This suggests that there is currently no such overlap of bank access latencies. (But I suspect some of the total latency is caused by other component such as the memory controller and perhaps those are overlapped.)
Idk for sure, the paper is from 2012, meanwhile there might be different techniques to solve this (mentioned in the paper), and 100ns might be the overall CPU-RAM latency, but DRAM has different lookup latencies AFAIK.
The paper is from 2018 (the original SALP paper is from 2012), and sections 5 ("related work") and 6 ("significant and long-term impact") suggest that this was still an academic subject.

However, SALP is about sub-bank parallelism, and the paper mentions that modern DRAM chips provide allow bank-level parallelism.

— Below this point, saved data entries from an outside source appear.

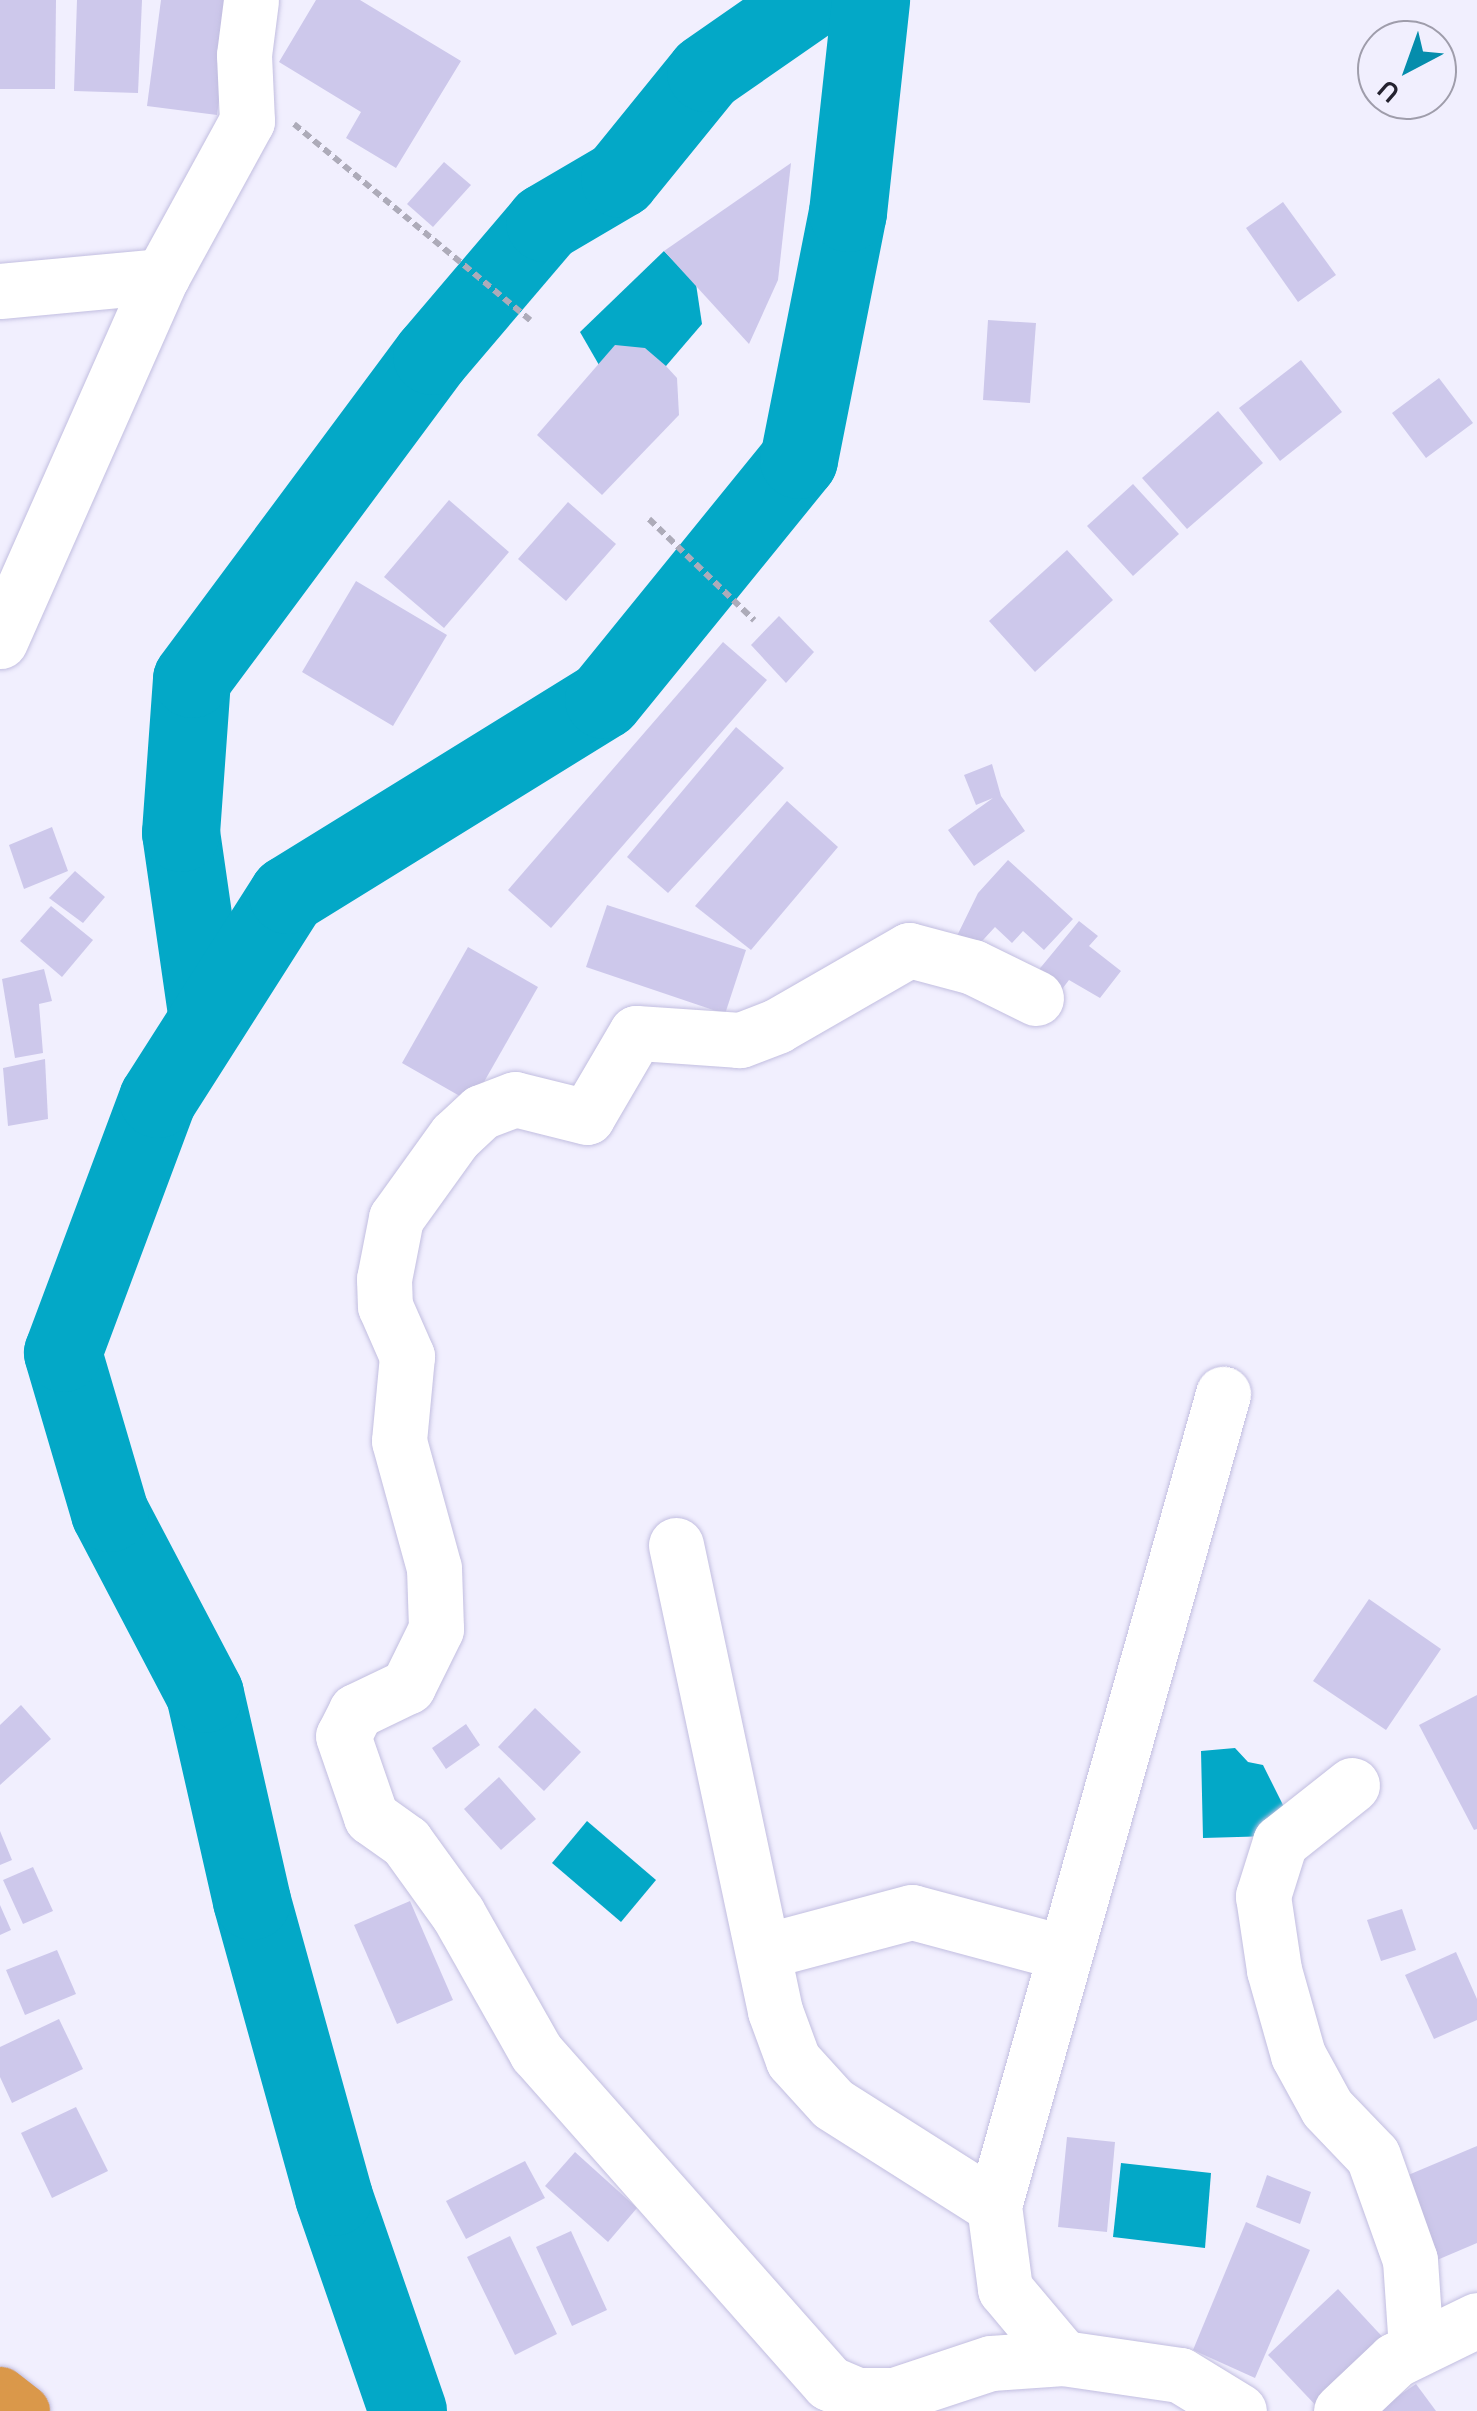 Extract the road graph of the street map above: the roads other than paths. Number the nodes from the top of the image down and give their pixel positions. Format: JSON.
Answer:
{"nodes":[{"id":1,"x":251,"y":0,"type":"edge"},
{"id":2,"x":162,"y":276,"type":"junction"},
{"id":3,"x":0,"y":290,"type":"edge"},
{"id":4,"x":0,"y":641,"type":"edge"},
{"id":5,"x":1036,"y":998,"type":"dead end"},
{"id":6,"x":1223,"y":1394,"type":"dead end"},
{"id":7,"x":676,"y":1545,"type":"dead end"},
{"id":8,"x":1352,"y":1785,"type":"dead end"},
{"id":9,"x":765,"y":1951,"type":"junction"},
{"id":10,"x":1065,"y":1954,"type":"junction"},
{"id":11,"x":994,"y":2206,"type":"junction"},
{"id":12,"x":1477,"y":2320,"type":"edge"},
{"id":13,"x":1416,"y":2347,"type":"junction"},
{"id":14,"x":1063,"y":2358,"type":"junction"},
{"id":15,"x":0,"y":2394,"type":"edge"},
{"id":16,"x":22,"y":2411,"type":"edge"},
{"id":17,"x":1239,"y":2411,"type":"edge"},
{"id":18,"x":1341,"y":2411,"type":"edge"}],
"edges":[{"from":1,"to":2,"type":"street"},
{"from":2,"to":3,"type":"street"},
{"from":2,"to":4,"type":"street"},
{"from":5,"to":14,"type":"street"},
{"from":6,"to":10,"type":"street"},
{"from":7,"to":9,"type":"street"},
{"from":8,"to":13,"type":"street"},
{"from":9,"to":10,"type":"street"},
{"from":9,"to":11,"type":"street"},
{"from":10,"to":11,"type":"street"},
{"from":11,"to":14,"type":"street"},
{"from":12,"to":13,"type":"street"},
{"from":13,"to":18,"type":"street"},
{"from":14,"to":17,"type":"street"},
{"from":15,"to":16,"type":"highway"}]} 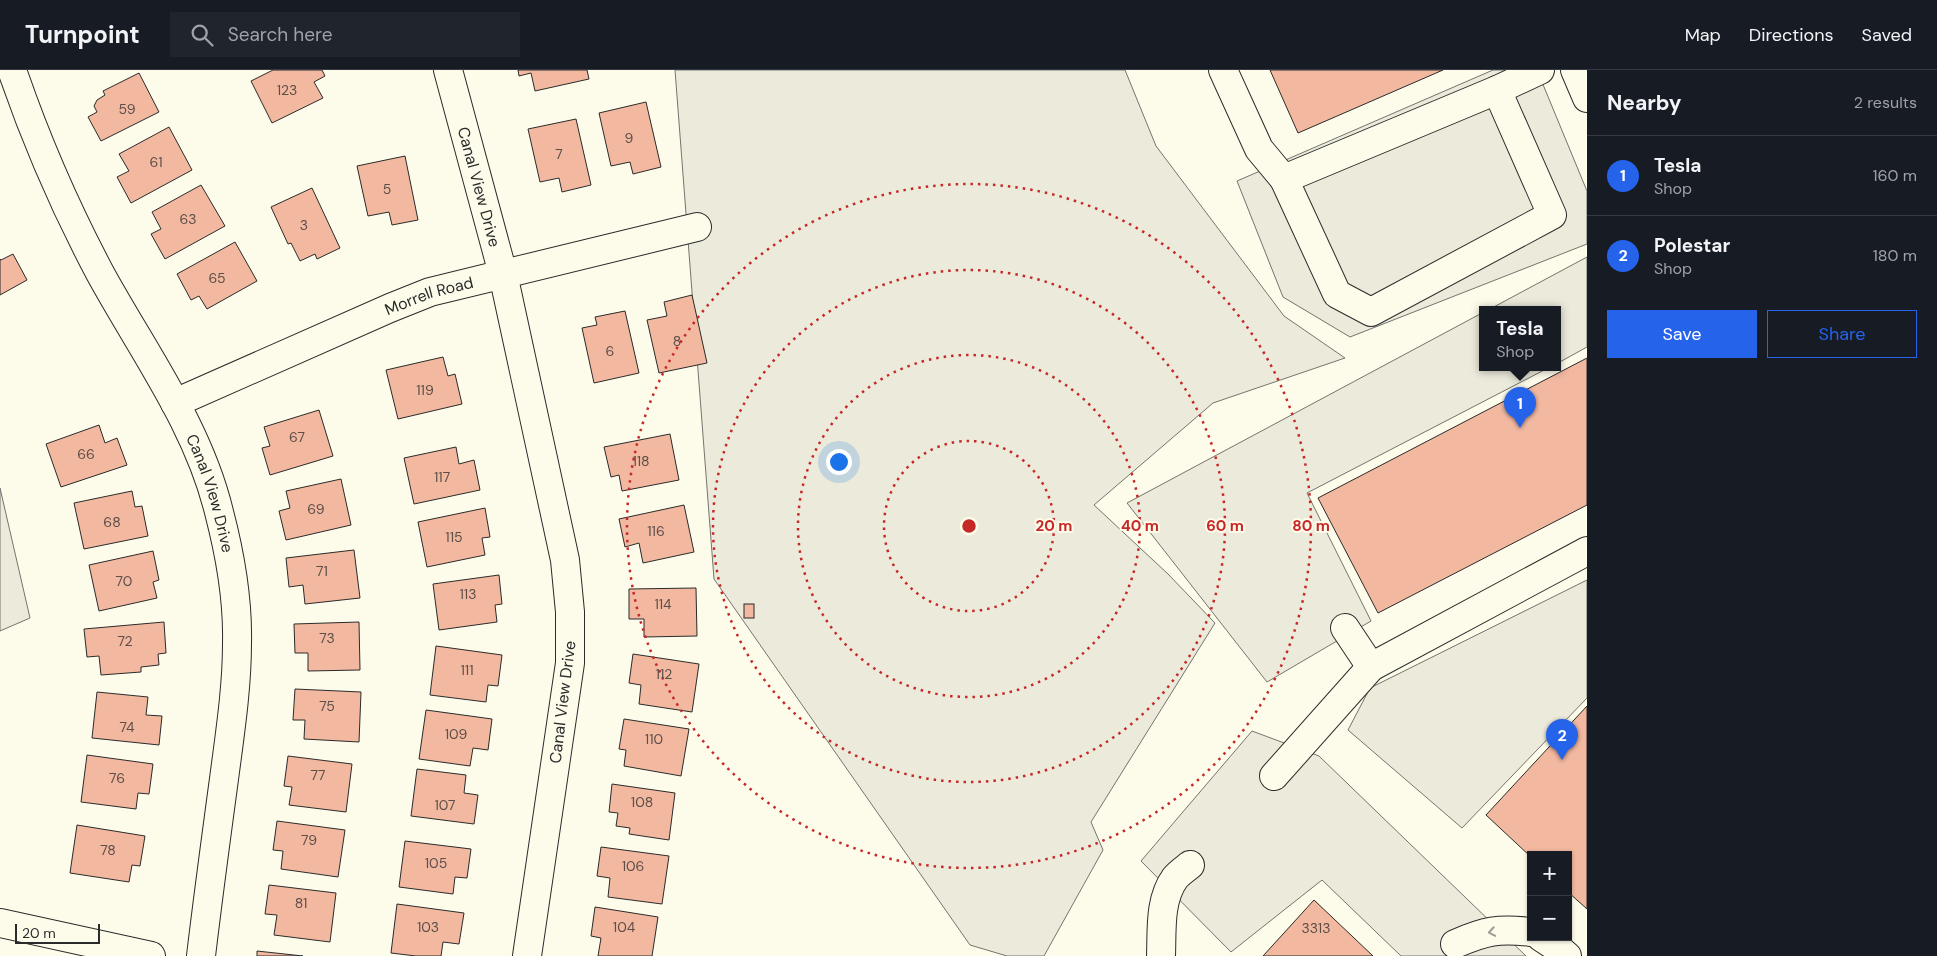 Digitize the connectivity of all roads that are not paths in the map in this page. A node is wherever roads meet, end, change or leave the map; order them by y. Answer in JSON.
{"nodes":[{"id":1,"x":12,"y":70,"type":"edge"},
{"id":2,"x":448,"y":70,"type":"edge"},
{"id":3,"x":1223,"y":70,"type":"edge"},
{"id":4,"x":1540,"y":70,"type":"edge"},
{"id":5,"x":1575,"y":70,"type":"edge"},
{"id":6,"x":1497,"y":90,"type":"junction"},
{"id":7,"x":1587,"y":98,"type":"edge"},
{"id":8,"x":1284,"y":179,"type":"junction"},
{"id":9,"x":697,"y":227,"type":"dead end"},
{"id":10,"x":503,"y":274,"type":"junction"},
{"id":11,"x":175,"y":403,"type":"junction"},
{"id":12,"x":1587,"y":551,"type":"edge"},
{"id":13,"x":1345,"y":628,"type":"dead end"},
{"id":14,"x":1371,"y":667,"type":"junction"},
{"id":15,"x":1274,"y":776,"type":"dead end"},
{"id":16,"x":1190,"y":865,"type":"dead end"},
{"id":17,"x":0,"y":923,"type":"edge"},
{"id":18,"x":1527,"y":932,"type":"edge"},
{"id":19,"x":1547,"y":941,"type":"edge"},
{"id":20,"x":1455,"y":944,"type":"dead end"},
{"id":21,"x":151,"y":956,"type":"edge"},
{"id":22,"x":200,"y":956,"type":"edge"},
{"id":23,"x":527,"y":956,"type":"edge"},
{"id":24,"x":1161,"y":956,"type":"edge"},
{"id":25,"x":1567,"y":956,"type":"edge"}],
"edges":[{"from":1,"to":11,"type":"street","name":"Canal View Drive"},
{"from":2,"to":10,"type":"street","name":"Canal View Drive"},
{"from":3,"to":8,"type":"street"},
{"from":4,"to":6,"type":"street"},
{"from":5,"to":7,"type":"street"},
{"from":6,"to":8,"type":"street"},
{"from":6,"to":8,"type":"street"},
{"from":9,"to":10,"type":"street","name":"Morrell Road"},
{"from":10,"to":11,"type":"street","name":"Morrell Road"},
{"from":10,"to":23,"type":"street","name":"Canal View Drive"},
{"from":11,"to":22,"type":"street","name":"Canal View Drive"},
{"from":12,"to":14,"type":"street"},
{"from":13,"to":14,"type":"street"},
{"from":14,"to":15,"type":"street"},
{"from":16,"to":24,"type":"street"},
{"from":17,"to":21,"type":"street"},
{"from":18,"to":20,"type":"street","one_way":true},
{"from":19,"to":25,"type":"street"}]}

Apparently DDR4 has up to 128 banks:
Also, the number of bank addresses has been increased greatly. There are four bank select bits to select up to 16 banks within each DRAM: two bank address bits (BA0, BA1), and two bank group bits (BG0, BG1). There are additional timing restrictions when accessing banks within the same bank group; it is faster to access a bank in a different bank group.

In addition, there are three chip select signals (C0, C1, C2), allowing up to eight stacked chips to be placed inside a single DRAM package. These effectively act as three more bank select bits, bringing the total to seven (128 possible banks).
https://en.wikipedia.org/wiki/DDR4_SDRAM
And this does not yet take into account different channels (I think).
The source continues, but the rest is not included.